● EXERCISE PROMPT
An exact copy of the records is needed; please leave the images out.

• • • •

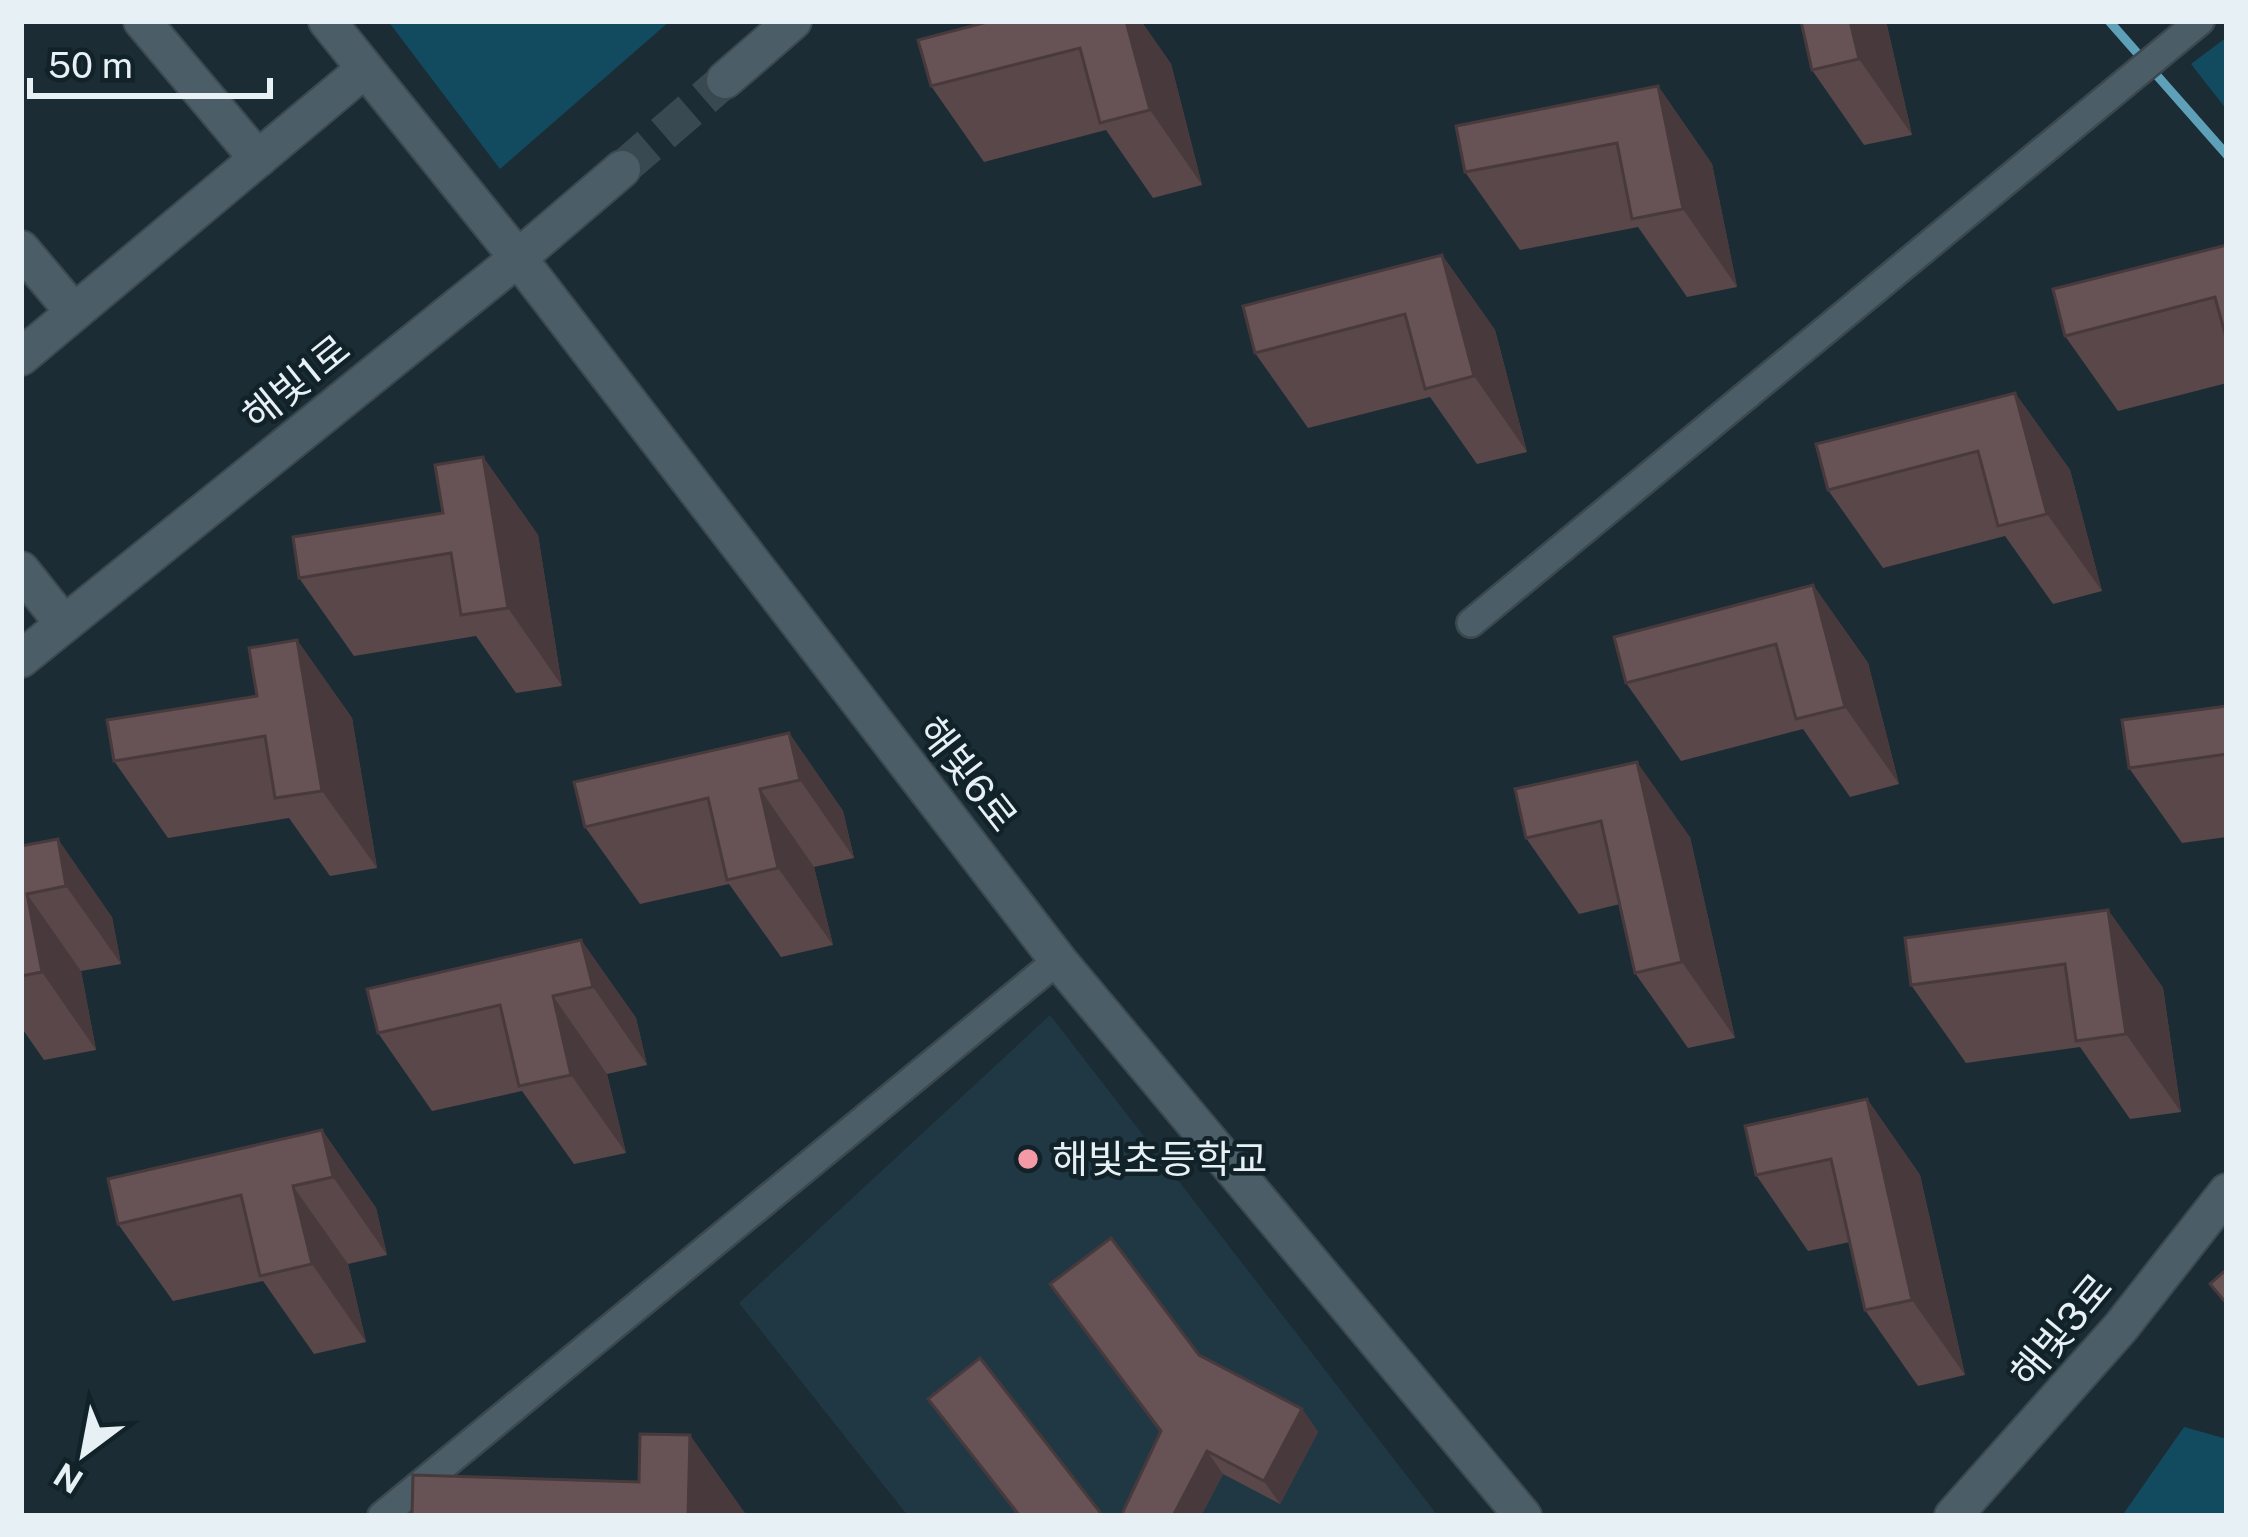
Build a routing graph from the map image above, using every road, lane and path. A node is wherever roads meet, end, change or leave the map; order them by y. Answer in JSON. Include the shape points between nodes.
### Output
{"nodes":[{"id":1,"x":142,"y":21,"type":"edge"},
{"id":2,"x":327,"y":21,"type":"edge"},
{"id":3,"x":794,"y":21,"type":"edge"},
{"id":4,"x":2200,"y":21,"type":"edge"},
{"id":5,"x":365,"y":69,"type":"junction"},
{"id":6,"x":725,"y":80,"type":"tunnel mouth"},
{"id":7,"x":258,"y":159,"type":"junction"},
{"id":8,"x":622,"y":169,"type":"tunnel mouth"},
{"id":9,"x":21,"y":249,"type":"edge"},
{"id":10,"x":518,"y":257,"type":"junction"},
{"id":11,"x":74,"y":312,"type":"junction"},
{"id":12,"x":21,"y":357,"type":"edge"},
{"id":13,"x":21,"y":570,"type":"edge"},
{"id":14,"x":64,"y":623,"type":"junction"},
{"id":15,"x":1471,"y":623,"type":"dead end"},
{"id":16,"x":21,"y":658,"type":"edge"},
{"id":17,"x":1058,"y":960,"type":"junction"},
{"id":18,"x":2227,"y":1192,"type":"edge"},
{"id":19,"x":382,"y":1516,"type":"edge"},
{"id":20,"x":1523,"y":1516,"type":"edge"},
{"id":21,"x":1953,"y":1516,"type":"edge"}],
"edges":[{"from":1,"to":7,"type":"street"},
{"from":2,"to":5,"type":"street","name":"해빛6로"},
{"from":3,"to":6,"type":"street"},
{"from":4,"to":15,"type":"street"},
{"from":5,"to":7,"type":"street"},
{"from":5,"to":10,"type":"street","name":"해빛6로"},
{"from":7,"to":11,"type":"street"},
{"from":8,"to":10,"type":"street","name":"해빛1로"},
{"from":9,"to":11,"type":"street"},
{"from":10,"to":14,"type":"street","name":"해빛1로"},
{"from":10,"to":17,"type":"street","name":"해빛6로"},
{"from":11,"to":12,"type":"street"},
{"from":13,"to":14,"type":"street"},
{"from":14,"to":16,"type":"street","name":"해빛1로"},
{"from":17,"to":19,"type":"street"},
{"from":17,"to":20,"type":"street","name":"해빛6로"},
{"from":18,"to":21,"type":"street","name":"해빛3로","via":[[2122,1327]]}]}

• • • •

● ANSWER TO THIS PROBLEM
Build a routing graph from the map image above, using every road, lane and path. A node is wherever roads meet, end, change or leave the map; order them by y. Answer in JSON. Include the shape points between nodes.
### Output
{"nodes":[{"id":1,"x":142,"y":21,"type":"edge"},
{"id":2,"x":327,"y":21,"type":"edge"},
{"id":3,"x":794,"y":21,"type":"edge"},
{"id":4,"x":2200,"y":21,"type":"edge"},
{"id":5,"x":365,"y":69,"type":"junction"},
{"id":6,"x":725,"y":80,"type":"tunnel mouth"},
{"id":7,"x":258,"y":159,"type":"junction"},
{"id":8,"x":622,"y":169,"type":"tunnel mouth"},
{"id":9,"x":21,"y":249,"type":"edge"},
{"id":10,"x":518,"y":257,"type":"junction"},
{"id":11,"x":74,"y":312,"type":"junction"},
{"id":12,"x":21,"y":357,"type":"edge"},
{"id":13,"x":21,"y":570,"type":"edge"},
{"id":14,"x":64,"y":623,"type":"junction"},
{"id":15,"x":1471,"y":623,"type":"dead end"},
{"id":16,"x":21,"y":658,"type":"edge"},
{"id":17,"x":1058,"y":960,"type":"junction"},
{"id":18,"x":2227,"y":1192,"type":"edge"},
{"id":19,"x":382,"y":1516,"type":"edge"},
{"id":20,"x":1523,"y":1516,"type":"edge"},
{"id":21,"x":1953,"y":1516,"type":"edge"}],
"edges":[{"from":1,"to":7,"type":"street"},
{"from":2,"to":5,"type":"street","name":"해빛6로"},
{"from":3,"to":6,"type":"street"},
{"from":4,"to":15,"type":"street"},
{"from":5,"to":7,"type":"street"},
{"from":5,"to":10,"type":"street","name":"해빛6로"},
{"from":7,"to":11,"type":"street"},
{"from":8,"to":10,"type":"street","name":"해빛1로"},
{"from":9,"to":11,"type":"street"},
{"from":10,"to":14,"type":"street","name":"해빛1로"},
{"from":10,"to":17,"type":"street","name":"해빛6로"},
{"from":11,"to":12,"type":"street"},
{"from":13,"to":14,"type":"street"},
{"from":14,"to":16,"type":"street","name":"해빛1로"},
{"from":17,"to":19,"type":"street"},
{"from":17,"to":20,"type":"street","name":"해빛6로"},
{"from":18,"to":21,"type":"street","name":"해빛3로","via":[[2122,1327]]}]}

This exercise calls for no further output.